● **Problem to work on**: Say how many lines in the following data hold the word "from". Write nothing but that number.

Segment Start: Available data

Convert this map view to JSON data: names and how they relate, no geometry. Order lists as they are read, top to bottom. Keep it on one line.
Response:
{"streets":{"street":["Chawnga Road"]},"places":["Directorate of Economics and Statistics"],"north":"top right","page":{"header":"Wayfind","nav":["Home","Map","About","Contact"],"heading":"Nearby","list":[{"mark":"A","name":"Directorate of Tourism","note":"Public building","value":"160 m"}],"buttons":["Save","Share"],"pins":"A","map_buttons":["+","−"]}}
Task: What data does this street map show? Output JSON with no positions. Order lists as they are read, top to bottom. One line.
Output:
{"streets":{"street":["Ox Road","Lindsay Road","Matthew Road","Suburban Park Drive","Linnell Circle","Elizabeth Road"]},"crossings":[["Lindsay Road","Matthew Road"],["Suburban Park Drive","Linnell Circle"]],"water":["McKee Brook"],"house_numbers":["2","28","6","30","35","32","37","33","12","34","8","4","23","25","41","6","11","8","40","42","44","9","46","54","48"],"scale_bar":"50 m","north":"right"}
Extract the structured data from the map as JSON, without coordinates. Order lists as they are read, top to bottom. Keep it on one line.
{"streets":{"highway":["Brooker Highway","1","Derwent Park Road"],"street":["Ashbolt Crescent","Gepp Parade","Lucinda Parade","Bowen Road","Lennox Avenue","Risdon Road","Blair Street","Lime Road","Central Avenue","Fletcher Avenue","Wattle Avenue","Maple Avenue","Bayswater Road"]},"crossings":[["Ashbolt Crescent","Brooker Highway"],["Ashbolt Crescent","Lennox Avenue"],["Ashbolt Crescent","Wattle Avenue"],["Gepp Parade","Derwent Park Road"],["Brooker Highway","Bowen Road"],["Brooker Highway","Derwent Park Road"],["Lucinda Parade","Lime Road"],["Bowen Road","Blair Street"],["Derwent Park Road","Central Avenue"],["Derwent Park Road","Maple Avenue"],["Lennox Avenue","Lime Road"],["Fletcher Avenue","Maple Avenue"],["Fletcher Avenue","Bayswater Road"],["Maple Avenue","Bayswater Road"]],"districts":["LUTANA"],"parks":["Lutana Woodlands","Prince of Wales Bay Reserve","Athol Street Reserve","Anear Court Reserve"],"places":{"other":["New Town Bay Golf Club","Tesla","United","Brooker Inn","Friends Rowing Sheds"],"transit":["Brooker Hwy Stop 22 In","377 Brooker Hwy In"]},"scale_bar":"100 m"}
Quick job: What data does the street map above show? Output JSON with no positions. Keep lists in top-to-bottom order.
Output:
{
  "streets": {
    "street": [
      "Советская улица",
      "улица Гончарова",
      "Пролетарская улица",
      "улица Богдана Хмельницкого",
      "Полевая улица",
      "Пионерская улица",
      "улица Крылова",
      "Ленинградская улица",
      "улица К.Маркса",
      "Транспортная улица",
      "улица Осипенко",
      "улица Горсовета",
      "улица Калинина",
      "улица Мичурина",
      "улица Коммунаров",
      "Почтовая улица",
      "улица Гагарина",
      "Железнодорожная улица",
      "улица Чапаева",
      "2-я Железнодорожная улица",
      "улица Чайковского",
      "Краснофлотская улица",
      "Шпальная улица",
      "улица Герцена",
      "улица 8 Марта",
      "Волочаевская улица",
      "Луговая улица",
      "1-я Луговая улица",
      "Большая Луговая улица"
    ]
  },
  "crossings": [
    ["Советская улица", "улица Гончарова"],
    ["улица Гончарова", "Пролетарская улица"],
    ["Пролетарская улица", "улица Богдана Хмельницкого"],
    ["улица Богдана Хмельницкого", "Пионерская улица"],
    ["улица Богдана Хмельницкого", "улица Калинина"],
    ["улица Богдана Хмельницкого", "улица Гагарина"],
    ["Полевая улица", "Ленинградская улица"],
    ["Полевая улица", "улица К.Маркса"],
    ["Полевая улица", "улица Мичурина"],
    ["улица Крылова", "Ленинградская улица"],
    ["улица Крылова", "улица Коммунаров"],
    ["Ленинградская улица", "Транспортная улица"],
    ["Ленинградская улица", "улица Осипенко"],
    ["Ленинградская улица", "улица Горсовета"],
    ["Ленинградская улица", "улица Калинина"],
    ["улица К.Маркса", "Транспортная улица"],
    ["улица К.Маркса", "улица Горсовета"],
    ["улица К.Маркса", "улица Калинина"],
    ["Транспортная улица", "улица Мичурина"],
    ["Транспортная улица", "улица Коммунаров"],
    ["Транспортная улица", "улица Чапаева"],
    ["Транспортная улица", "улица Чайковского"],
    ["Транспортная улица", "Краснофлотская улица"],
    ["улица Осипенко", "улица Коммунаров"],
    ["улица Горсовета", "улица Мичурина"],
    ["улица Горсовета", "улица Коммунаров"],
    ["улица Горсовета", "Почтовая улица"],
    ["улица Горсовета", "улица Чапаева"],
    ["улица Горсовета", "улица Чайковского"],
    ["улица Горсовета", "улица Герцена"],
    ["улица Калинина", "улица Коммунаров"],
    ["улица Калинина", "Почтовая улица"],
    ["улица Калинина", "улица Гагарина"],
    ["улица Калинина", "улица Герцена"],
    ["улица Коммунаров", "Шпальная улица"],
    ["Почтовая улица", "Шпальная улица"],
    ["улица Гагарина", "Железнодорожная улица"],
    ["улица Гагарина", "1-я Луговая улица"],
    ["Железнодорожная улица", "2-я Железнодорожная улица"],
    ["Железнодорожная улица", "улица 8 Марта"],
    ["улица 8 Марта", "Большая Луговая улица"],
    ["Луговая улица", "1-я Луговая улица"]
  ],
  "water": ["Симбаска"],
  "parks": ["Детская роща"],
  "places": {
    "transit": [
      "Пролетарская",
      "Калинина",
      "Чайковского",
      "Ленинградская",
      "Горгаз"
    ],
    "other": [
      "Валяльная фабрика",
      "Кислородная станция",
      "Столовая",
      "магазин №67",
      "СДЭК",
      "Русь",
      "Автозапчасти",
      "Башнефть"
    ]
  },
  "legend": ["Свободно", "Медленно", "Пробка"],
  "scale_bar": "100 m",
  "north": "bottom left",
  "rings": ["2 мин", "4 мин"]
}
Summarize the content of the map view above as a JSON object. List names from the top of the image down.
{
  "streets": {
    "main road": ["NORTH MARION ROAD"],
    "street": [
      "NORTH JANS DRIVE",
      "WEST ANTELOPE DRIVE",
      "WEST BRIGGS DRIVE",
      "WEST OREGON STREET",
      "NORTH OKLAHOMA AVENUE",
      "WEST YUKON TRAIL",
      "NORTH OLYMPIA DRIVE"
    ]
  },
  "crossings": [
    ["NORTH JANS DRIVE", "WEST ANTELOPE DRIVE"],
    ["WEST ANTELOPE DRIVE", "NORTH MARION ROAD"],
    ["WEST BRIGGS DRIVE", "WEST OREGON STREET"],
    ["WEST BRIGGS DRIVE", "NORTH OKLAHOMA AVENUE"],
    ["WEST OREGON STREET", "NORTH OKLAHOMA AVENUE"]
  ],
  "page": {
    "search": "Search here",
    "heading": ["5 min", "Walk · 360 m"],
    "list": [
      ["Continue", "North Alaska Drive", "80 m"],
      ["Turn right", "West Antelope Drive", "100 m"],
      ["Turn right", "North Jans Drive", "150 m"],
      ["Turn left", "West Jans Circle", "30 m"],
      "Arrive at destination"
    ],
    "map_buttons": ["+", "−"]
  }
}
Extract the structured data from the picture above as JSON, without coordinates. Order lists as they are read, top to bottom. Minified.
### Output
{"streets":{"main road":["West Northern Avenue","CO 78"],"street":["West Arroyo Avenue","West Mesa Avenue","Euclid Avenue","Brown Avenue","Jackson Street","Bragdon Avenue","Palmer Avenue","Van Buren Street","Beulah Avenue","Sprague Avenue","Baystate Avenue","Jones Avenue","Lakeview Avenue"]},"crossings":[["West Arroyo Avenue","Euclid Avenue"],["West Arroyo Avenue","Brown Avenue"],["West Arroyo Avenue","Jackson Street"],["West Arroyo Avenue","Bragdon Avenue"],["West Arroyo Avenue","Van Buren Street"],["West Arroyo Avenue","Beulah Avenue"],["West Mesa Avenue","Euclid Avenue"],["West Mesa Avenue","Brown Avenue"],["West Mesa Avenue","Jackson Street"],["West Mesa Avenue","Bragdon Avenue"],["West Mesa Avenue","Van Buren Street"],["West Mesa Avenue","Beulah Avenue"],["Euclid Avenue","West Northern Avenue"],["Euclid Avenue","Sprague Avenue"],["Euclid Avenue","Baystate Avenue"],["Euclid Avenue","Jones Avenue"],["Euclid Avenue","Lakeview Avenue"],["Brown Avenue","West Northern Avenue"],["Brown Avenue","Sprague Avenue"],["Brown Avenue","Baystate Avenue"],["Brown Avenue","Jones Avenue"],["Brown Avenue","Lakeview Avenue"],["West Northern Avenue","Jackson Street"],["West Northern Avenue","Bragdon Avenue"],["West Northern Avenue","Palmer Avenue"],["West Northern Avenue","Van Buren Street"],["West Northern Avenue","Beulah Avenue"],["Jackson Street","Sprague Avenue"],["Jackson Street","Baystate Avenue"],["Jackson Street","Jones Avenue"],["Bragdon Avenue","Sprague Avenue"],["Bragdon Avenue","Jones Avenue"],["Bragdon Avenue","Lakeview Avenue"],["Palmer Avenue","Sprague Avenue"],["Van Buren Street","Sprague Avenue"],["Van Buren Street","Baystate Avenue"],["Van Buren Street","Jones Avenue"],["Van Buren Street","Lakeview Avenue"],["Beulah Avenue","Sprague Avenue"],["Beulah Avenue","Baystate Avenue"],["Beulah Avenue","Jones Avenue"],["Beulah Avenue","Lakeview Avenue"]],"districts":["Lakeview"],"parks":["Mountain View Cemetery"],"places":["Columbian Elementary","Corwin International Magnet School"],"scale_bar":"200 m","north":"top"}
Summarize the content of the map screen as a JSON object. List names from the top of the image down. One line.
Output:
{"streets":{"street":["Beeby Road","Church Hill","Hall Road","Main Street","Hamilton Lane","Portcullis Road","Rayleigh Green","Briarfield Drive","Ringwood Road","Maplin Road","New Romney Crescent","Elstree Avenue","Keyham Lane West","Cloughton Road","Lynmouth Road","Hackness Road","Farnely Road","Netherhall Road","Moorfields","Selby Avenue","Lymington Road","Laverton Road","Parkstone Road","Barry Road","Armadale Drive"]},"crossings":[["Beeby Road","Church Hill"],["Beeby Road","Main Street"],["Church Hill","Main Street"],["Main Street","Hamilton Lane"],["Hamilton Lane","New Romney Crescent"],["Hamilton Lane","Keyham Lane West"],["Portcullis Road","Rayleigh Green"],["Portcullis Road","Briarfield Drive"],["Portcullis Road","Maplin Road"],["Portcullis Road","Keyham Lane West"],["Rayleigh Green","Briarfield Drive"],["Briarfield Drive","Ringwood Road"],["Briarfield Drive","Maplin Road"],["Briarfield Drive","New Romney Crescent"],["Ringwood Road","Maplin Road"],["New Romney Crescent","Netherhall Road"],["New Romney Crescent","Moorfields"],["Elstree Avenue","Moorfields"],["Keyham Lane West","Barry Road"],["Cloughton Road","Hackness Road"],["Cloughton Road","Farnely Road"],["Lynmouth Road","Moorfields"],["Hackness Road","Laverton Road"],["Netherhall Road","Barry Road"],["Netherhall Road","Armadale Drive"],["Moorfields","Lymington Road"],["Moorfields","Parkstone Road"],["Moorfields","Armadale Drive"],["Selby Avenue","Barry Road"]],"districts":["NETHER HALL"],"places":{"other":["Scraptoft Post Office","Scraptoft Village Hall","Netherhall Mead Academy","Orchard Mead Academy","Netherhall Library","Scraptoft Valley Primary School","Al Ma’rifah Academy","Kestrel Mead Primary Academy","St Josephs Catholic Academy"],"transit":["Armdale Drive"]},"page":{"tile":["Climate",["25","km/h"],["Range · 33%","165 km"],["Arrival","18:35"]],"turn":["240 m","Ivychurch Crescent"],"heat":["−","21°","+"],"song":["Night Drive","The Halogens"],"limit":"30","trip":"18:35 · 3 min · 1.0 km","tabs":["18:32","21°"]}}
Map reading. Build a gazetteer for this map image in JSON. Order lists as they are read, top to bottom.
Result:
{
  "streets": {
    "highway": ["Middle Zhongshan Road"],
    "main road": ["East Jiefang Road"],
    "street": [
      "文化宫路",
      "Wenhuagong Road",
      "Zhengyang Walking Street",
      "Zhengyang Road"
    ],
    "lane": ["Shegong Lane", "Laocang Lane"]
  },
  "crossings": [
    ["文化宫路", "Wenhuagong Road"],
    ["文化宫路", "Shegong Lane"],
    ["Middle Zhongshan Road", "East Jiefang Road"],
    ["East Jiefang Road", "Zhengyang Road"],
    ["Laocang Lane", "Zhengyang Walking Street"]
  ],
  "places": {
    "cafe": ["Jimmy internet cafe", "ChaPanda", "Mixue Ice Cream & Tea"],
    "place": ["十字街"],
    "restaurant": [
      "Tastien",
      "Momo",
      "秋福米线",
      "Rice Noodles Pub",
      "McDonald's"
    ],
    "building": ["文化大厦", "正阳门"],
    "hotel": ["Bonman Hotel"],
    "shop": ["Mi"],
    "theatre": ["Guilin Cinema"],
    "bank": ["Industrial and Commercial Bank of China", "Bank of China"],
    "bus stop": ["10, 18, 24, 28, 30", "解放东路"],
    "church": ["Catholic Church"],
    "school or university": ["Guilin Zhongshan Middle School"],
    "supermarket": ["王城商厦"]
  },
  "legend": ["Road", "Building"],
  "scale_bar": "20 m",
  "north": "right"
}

Segment End: Available data

● **Result of this exercise**: 4